** Data for analysis follows **
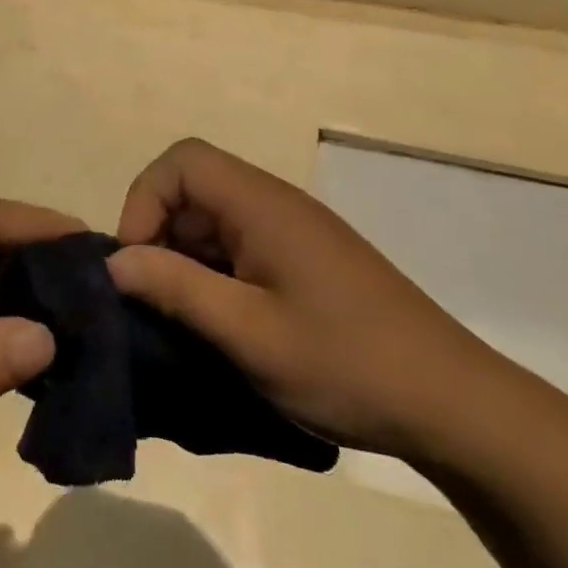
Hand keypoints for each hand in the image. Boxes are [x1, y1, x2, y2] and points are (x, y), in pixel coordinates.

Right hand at [109, 139, 492, 460]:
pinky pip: (239, 248)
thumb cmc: (346, 364)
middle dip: (159, 236)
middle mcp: (276, 205)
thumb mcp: (248, 333)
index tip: (138, 263)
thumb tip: (114, 262)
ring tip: (184, 319)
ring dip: (186, 260)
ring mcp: (293, 233)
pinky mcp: (305, 262)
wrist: (454, 405)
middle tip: (154, 299)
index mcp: (262, 205)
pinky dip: (214, 276)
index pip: (182, 161)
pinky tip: (221, 325)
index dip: (145, 201)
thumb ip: (176, 288)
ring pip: (213, 221)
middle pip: (193, 188)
** End of Data for analysis **
● What the exercise asks
Your answer should consist of the lines above that hold the word "middle", copied exactly.

● Output
middle dip: (159, 236)
middle mcp: (276, 205)
middle tip: (154, 299)
middle pip: (193, 188)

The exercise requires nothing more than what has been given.